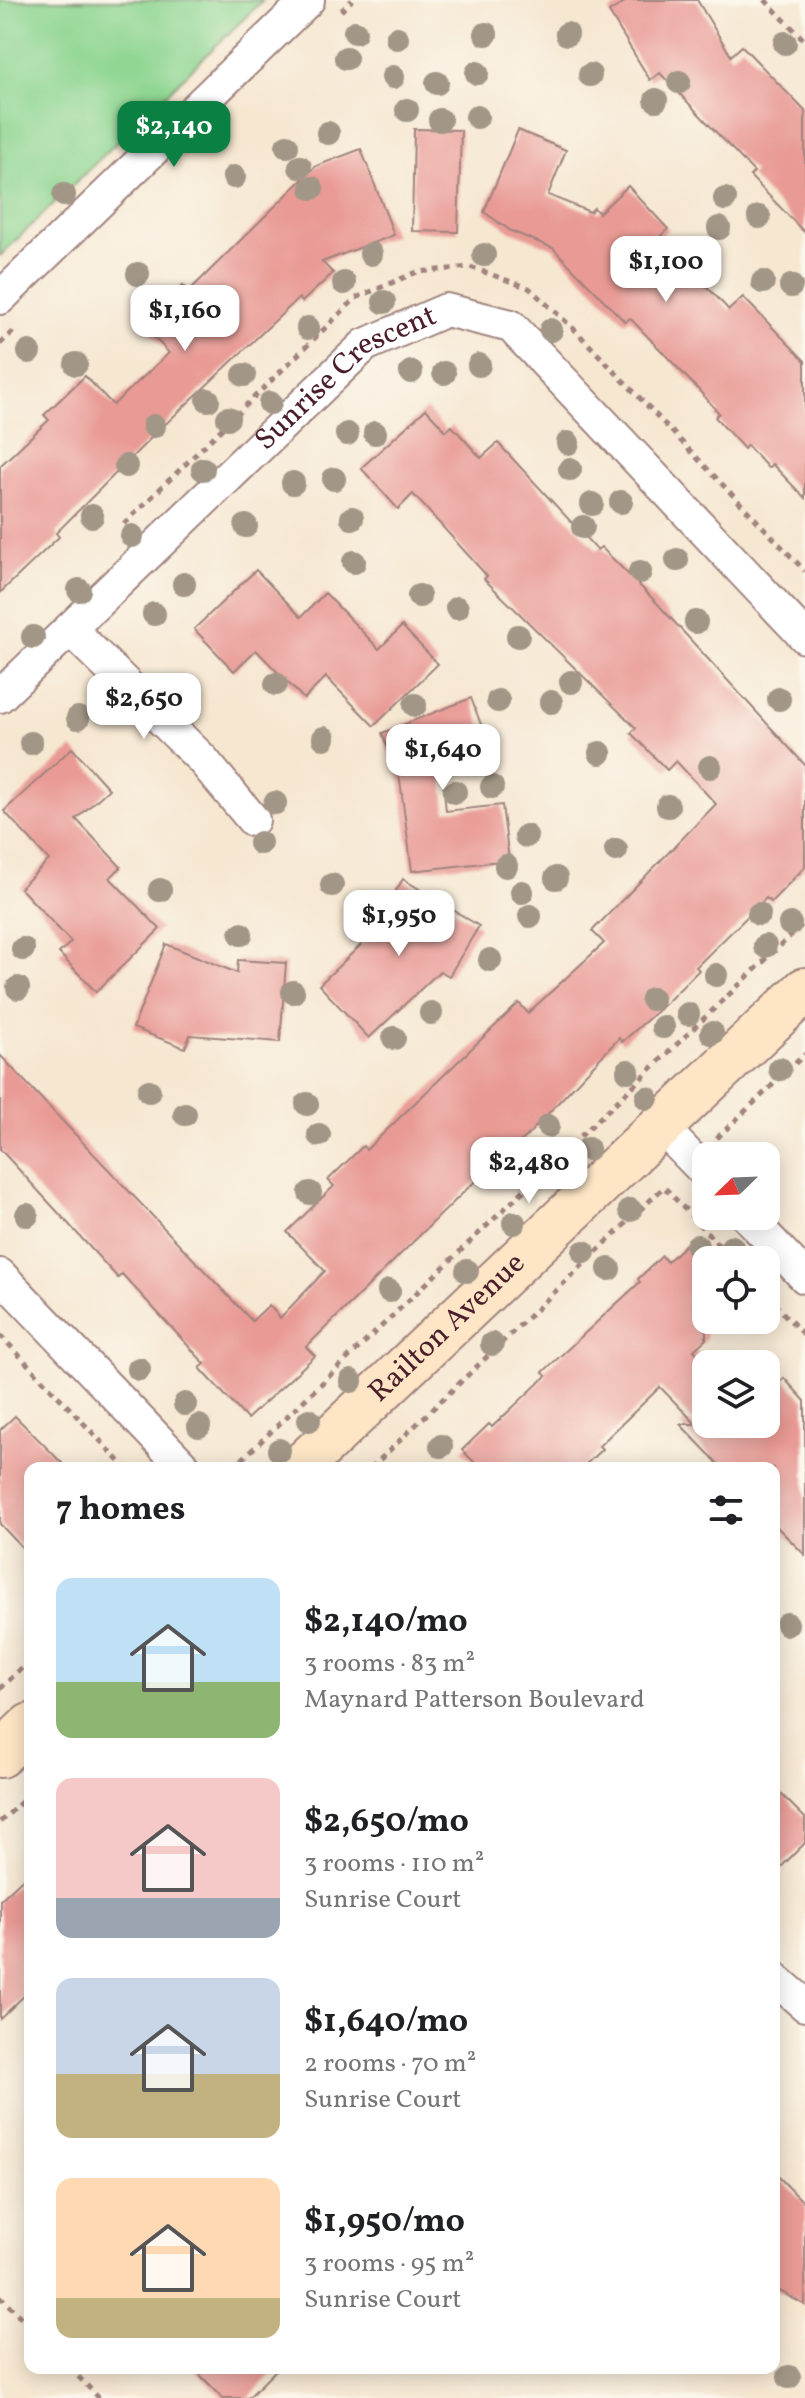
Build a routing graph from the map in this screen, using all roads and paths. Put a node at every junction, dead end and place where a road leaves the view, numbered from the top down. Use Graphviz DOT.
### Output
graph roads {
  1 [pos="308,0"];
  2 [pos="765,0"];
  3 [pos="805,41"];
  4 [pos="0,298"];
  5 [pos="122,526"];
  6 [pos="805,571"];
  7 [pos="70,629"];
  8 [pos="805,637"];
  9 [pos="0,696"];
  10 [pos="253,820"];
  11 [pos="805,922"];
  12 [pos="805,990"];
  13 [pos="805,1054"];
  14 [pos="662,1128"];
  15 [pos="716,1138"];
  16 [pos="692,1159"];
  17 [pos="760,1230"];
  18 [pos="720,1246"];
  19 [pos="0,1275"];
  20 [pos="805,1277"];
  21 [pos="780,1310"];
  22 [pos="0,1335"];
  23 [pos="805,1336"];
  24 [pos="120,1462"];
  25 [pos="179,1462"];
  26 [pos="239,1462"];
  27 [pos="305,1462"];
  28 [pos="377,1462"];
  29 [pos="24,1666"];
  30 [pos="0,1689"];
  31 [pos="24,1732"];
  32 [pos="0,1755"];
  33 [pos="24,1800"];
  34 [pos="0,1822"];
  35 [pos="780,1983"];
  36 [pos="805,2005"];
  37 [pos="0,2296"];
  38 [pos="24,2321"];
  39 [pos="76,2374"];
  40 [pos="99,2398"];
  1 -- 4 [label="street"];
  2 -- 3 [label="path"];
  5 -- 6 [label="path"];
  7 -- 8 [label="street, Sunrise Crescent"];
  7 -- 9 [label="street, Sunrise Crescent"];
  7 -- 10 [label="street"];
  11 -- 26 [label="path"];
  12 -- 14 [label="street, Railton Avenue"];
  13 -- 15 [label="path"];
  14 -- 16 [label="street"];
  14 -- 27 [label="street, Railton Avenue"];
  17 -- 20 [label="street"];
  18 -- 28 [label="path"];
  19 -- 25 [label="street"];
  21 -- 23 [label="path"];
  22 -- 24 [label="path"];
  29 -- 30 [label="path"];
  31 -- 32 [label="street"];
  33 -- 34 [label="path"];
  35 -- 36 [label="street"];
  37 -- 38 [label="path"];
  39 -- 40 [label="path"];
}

* [WHAT IS BEING ASKED] With the images omitted, return the full material exactly.

* [REPLY]
Build a routing graph from the map in this screen, using all roads and paths. Put a node at every junction, dead end and place where a road leaves the view, numbered from the top down. Use Graphviz DOT.
### Output
graph roads {
  1 [pos="308,0"];
  2 [pos="765,0"];
  3 [pos="805,41"];
  4 [pos="0,298"];
  5 [pos="122,526"];
  6 [pos="805,571"];
  7 [pos="70,629"];
  8 [pos="805,637"];
  9 [pos="0,696"];
  10 [pos="253,820"];
  11 [pos="805,922"];
  12 [pos="805,990"];
  13 [pos="805,1054"];
  14 [pos="662,1128"];
  15 [pos="716,1138"];
  16 [pos="692,1159"];
  17 [pos="760,1230"];
  18 [pos="720,1246"];
  19 [pos="0,1275"];
  20 [pos="805,1277"];
  21 [pos="780,1310"];
  22 [pos="0,1335"];
  23 [pos="805,1336"];
  24 [pos="120,1462"];
  25 [pos="179,1462"];
  26 [pos="239,1462"];
  27 [pos="305,1462"];
  28 [pos="377,1462"];
  29 [pos="24,1666"];
  30 [pos="0,1689"];
  31 [pos="24,1732"];
  32 [pos="0,1755"];
  33 [pos="24,1800"];
  34 [pos="0,1822"];
  35 [pos="780,1983"];
  36 [pos="805,2005"];
  37 [pos="0,2296"];
  38 [pos="24,2321"];
  39 [pos="76,2374"];
  40 [pos="99,2398"];
  1 -- 4 [label="street"];
  2 -- 3 [label="path"];
  5 -- 6 [label="path"];
  7 -- 8 [label="street, Sunrise Crescent"];
  7 -- 9 [label="street, Sunrise Crescent"];
  7 -- 10 [label="street"];
  11 -- 26 [label="path"];
  12 -- 14 [label="street, Railton Avenue"];
  13 -- 15 [label="path"];
  14 -- 16 [label="street"];
  14 -- 27 [label="street, Railton Avenue"];
  17 -- 20 [label="street"];
  18 -- 28 [label="path"];
  19 -- 25 [label="street"];
  21 -- 23 [label="path"];
  22 -- 24 [label="path"];
  29 -- 30 [label="path"];
  31 -- 32 [label="street"];
  33 -- 34 [label="path"];
  35 -- 36 [label="street"];
  37 -- 38 [label="path"];
  39 -- 40 [label="path"];
}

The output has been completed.